In eBay vs Newmark: >Having chosen a for-profit corporate form, the craigslist directors are bound by the fiduciary duties and standards that accompany that form. Those standards include acting to promote the value of the corporation for the benefit of its stockholders. The “Inc.” after the company name has to mean at least that. Thus, I cannot accept as valid for the purposes of implementing the Rights Plan a corporate policy that specifically, clearly, and admittedly seeks not to maximize the economic value of a for-profit Delaware corporation for the benefit of its stockholders—no matter whether those stockholders are individuals of modest means or a corporate titan of online commerce.

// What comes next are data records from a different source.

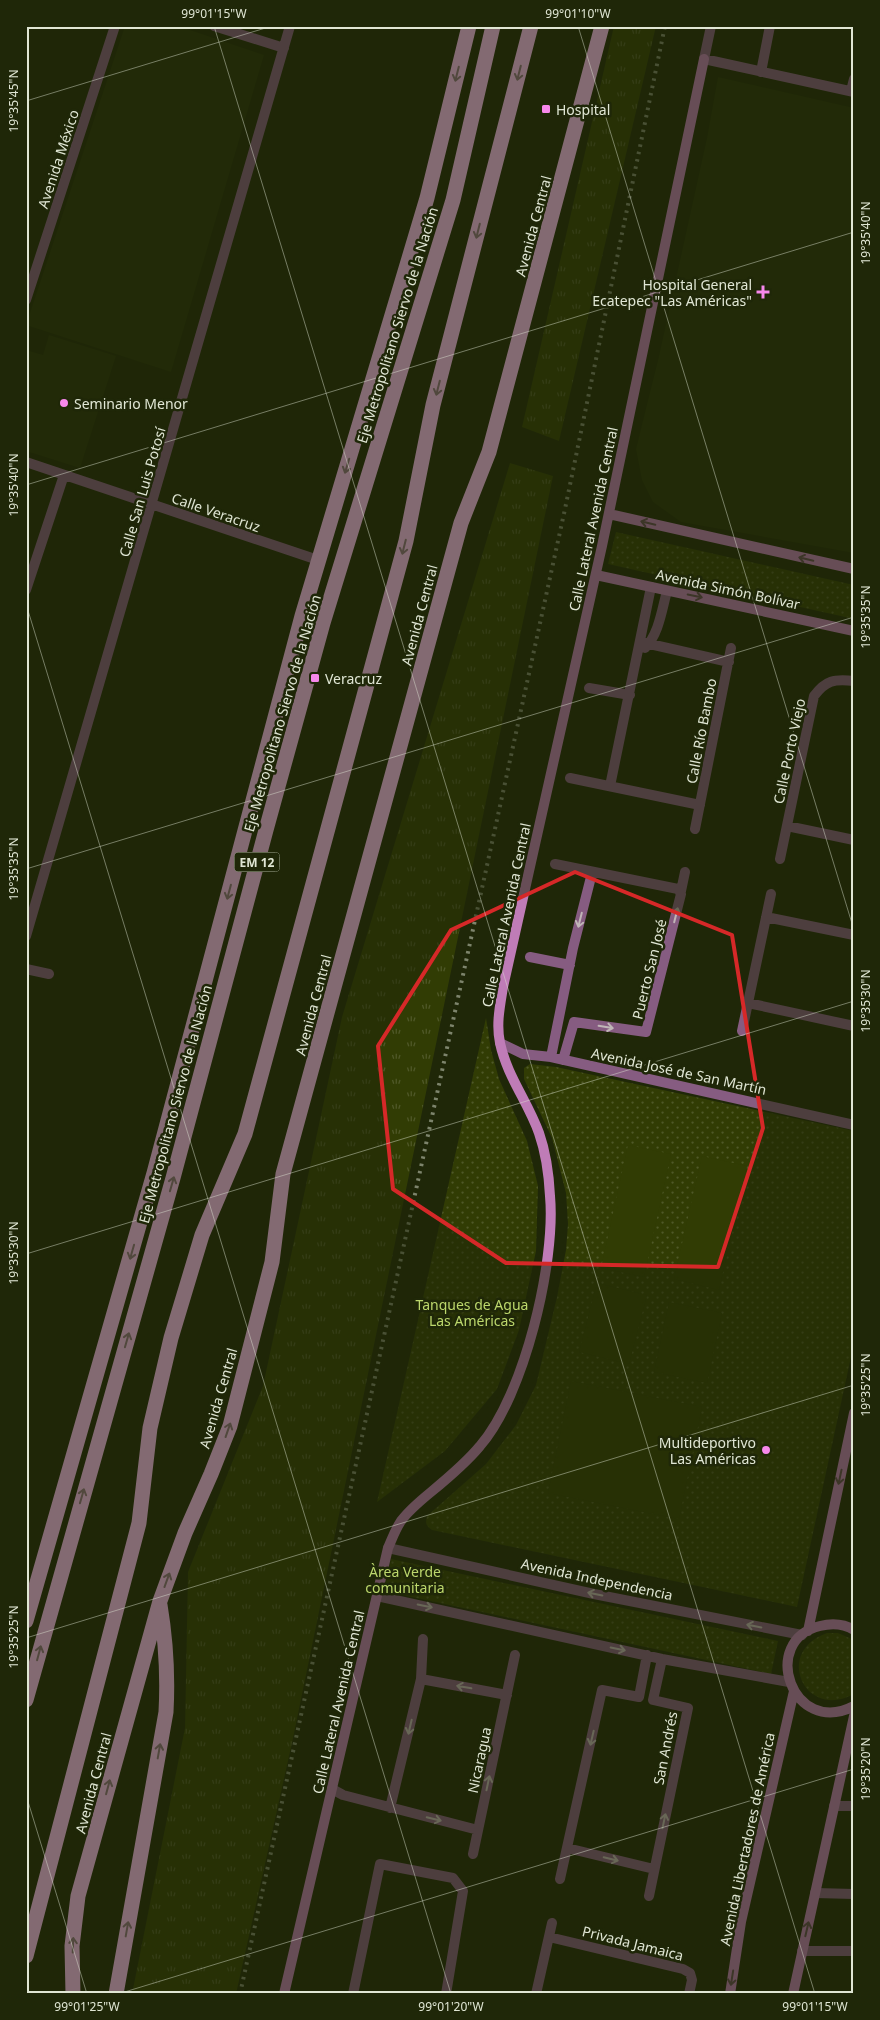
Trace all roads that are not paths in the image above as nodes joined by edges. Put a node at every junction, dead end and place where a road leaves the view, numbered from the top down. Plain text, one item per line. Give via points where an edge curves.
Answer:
1 (115, 26) edge
2 (214, 26) edge
3 (290, 26) edge
4 (469, 26) edge
5 (493, 26) edge
6 (531, 26) edge
7 (602, 26) edge
8 (711, 26) edge
9 (770, 26) edge
10 (284, 48) junction
11 (704, 60) junction
12 (761, 72) junction
13 (854, 79) edge
14 (852, 92) edge
15 (26, 300) edge
16 (26, 462) edge
17 (64, 475) junction
18 (152, 504) junction
19 (608, 514) junction
20 (312, 558) dead end
21 (854, 569) edge
22 (596, 575) junction
23 (651, 587) junction
24 (26, 590) edge
25 (667, 590) junction
26 (854, 630) edge
27 (645, 643) junction
28 (732, 648) dead end
29 (729, 662) junction
30 (854, 681) edge
31 (589, 688) dead end
32 (630, 695) junction
33 (570, 778) dead end
34 (610, 786) junction
35 (700, 805) junction
36 (787, 826) junction
37 (695, 829) dead end
38 (854, 840) edge
39 (780, 859) dead end
40 (556, 864) dead end
41 (685, 872) dead end
42 (592, 873) junction
43 (680, 890) junction
44 (771, 894) dead end
45 (766, 917) junction
46 (26, 936) edge
47 (854, 936) edge
48 (530, 957) dead end
49 (570, 965) junction
50 (26, 969) edge
51 (49, 974) dead end
52 (748, 1003) junction
53 (854, 1026) edge
54 (742, 1031) dead end
55 (500, 1043) junction
56 (551, 1057) junction
57 (563, 1060) junction
58 (854, 1125) edge
59 (854, 1412) edge
60 (388, 1548) junction
61 (377, 1596) junction
62 (160, 1602) junction
63 (26, 1621) edge
64 (854, 1630) edge
65 (805, 1633) junction
66 (423, 1639) dead end
67 (515, 1655) dead end
68 (647, 1655) junction
69 (662, 1658) junction
70 (421, 1679) junction
71 (792, 1687) junction
72 (507, 1695) junction
73 (26, 1700) edge
74 (854, 1706) edge
75 (854, 1716) edge
76 (332, 1789) junction
77 (834, 1806) junction
78 (854, 1806) edge
79 (390, 1808) junction
80 (478, 1830) junction
81 (567, 1848) junction
82 (473, 1854) dead end
83 (654, 1869) junction
84 (560, 1879) dead end
85 (815, 1893) junction
86 (854, 1894) edge
87 (649, 1896) dead end
88 (552, 1923) dead end
89 (548, 1937) junction
90 (802, 1951) junction
91 (854, 1951) edge
92 (26, 1956) edge
93 (73, 1994) edge
94 (116, 1994) edge
95 (284, 1994) edge
96 (353, 1994) edge
97 (446, 1994) edge
98 (536, 1994) edge
99 (689, 1994) edge
100 (730, 1994) edge
101 (793, 1994) edge

1 - 15 street, Avenida México
2 - 10 street
3 - 10 street, Calle San Luis Potosí
4 -> 63 highway, Eje Metropolitano Siervo de la Nación / EM 12 via 426,198 302,616 154,1173
73 -> 5 highway, Eje Metropolitano Siervo de la Nación / EM 12 via 173,1178 323,623 453,200
6 -> 92 highway, Avenida Central via 433,405 406,541 245,1134 202,1236 171,1338 150,1428 138,1523
62 -> 7 highway, Avenida Central via 185,1532 230,1426 272,1262 283,1174 462,523 489,452
8 - 11 street, Calle Lateral Avenida Central
9 - 12 street
10 - 18 street, Calle San Luis Potosí
11 - 12 street
11 - 19 main road, Calle Lateral Avenida Central
12 - 14 street
13 - 14 street
16 - 17 street, Calle Veracruz
17 - 18 street, Calle Veracruz
17 - 24 street
18 - 20 street, Calle Veracruz
18 - 46 street, Calle San Luis Potosí
21 -> 19 main road
19 - 22 main road, Calle Lateral Avenida Central
22 - 23 main road, Avenida Simón Bolívar
22 - 55 main road, Calle Lateral Avenida Central via 503,987 498,1023
23 - 25 main road, Avenida Simón Bolívar
23 - 27 street
25 -> 26 main road, Avenida Simón Bolívar
25 - 27 street via 659,621
27 - 29 street, Calle Río Bambo
27 - 32 street via 639,654
28 - 29 street, Calle Río Bambo
29 - 35 street, Calle Río Bambo
30 - 36 street, Calle Porto Viejo via 839,679 823,684 814,696
31 - 32 street
32 - 34 street
33 - 34 street, Calle Río Bambo
34 - 35 street, Calle Río Bambo
35 - 37 street, Calle Río Bambo
36 - 38 street
36 - 39 street, Calle Porto Viejo
40 - 42 street
41 - 43 street, Puerto San José
42 - 43 street
42 -> 49 street
57 -> 43 street, Puerto San José via 574,1022 646,1032 682,894
44 - 45 street
45 - 47 street
45 - 52 street
48 - 49 street
49 - 56 street
50 - 51 street
52 - 53 street
52 - 54 street
55 - 56 street, Avenida José de San Martín via 523,1054
55 - 60 main road, Calle Lateral Avenida Central via 508,1070 539,1134 552,1212 550,1251 534,1322 512,1396 497,1424 457,1470 410,1510
56 - 57 street, Avenida José de San Martín
57 - 58 street, Avenida José de San Martín
59 -> 65 main road
60 - 61 main road, Calle Lateral Avenida Central
65 -> 60 street, Avenida Independencia via 604,1596
61 -> 68 street
61 - 76 main road, Calle Lateral Avenida Central
93 -> 62 highway, Avenida Central via 72,1946 78,1896
94 -> 62 highway via 166,1712 166,1638
64 - 65 main road via 828,1624
65 - 71 main road, Avenida Libertadores de América via 788,1657 787,1670
66 - 70 street
67 - 72 street, Nicaragua
68 - 69 street
68 -> 81 street via 639,1697 602,1690
69 - 71 street
83 -> 69 street, San Andrés via 688,1708 653,1700
72 -> 70 street
70 -> 79 street
71 - 74 main road via 808,1706 817,1710 838,1712
71 -> 100 main road, Avenida Libertadores de América via 741,1922
80 -> 72 street, Nicaragua
75 - 77 main road
76 - 79 street via 343,1796
76 - 95 main road, Calle Lateral Avenida Central
77 - 78 street
77 - 85 main road
79 -> 80 street
80 - 82 street, Nicaragua
81 -> 83 street
81 - 84 street
83 - 87 street, San Andrés
85 - 86 street
90 -> 85 main road
88 - 89 street
89 - 98 street
89 - 99 street, Privada Jamaica via 683,1969 690,1973 692,1980
90 - 91 street
90 - 101 main road
96 - 97 street via 380,1864 453,1878 464,1891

https://courts.delaware.gov/Opinions/Download.aspx?id=143440
In the Trados case: >It is, of course, accepted that a corporation may take steps, such as giving charitable contributions or paying higher wages, that do not maximize profits currently. They may do so, however, because such activities are rationalized as producing greater profits over the long-term. Decisions of this nature benefit the corporation as a whole, and by increasing the value of the corporation, the directors increase the share of value available for the residual claimants. Judicial opinions therefore often refer to directors owing fiduciary duties ―to the corporation and its shareholders. This formulation captures the foundational relationship in which directors owe duties to the corporation for the ultimate benefit of the entity‘s residual claimants. Nevertheless, ―stockholders‘ best interest must always, within legal limits, be the end. Other constituencies may be considered only instrumentally to advance that end.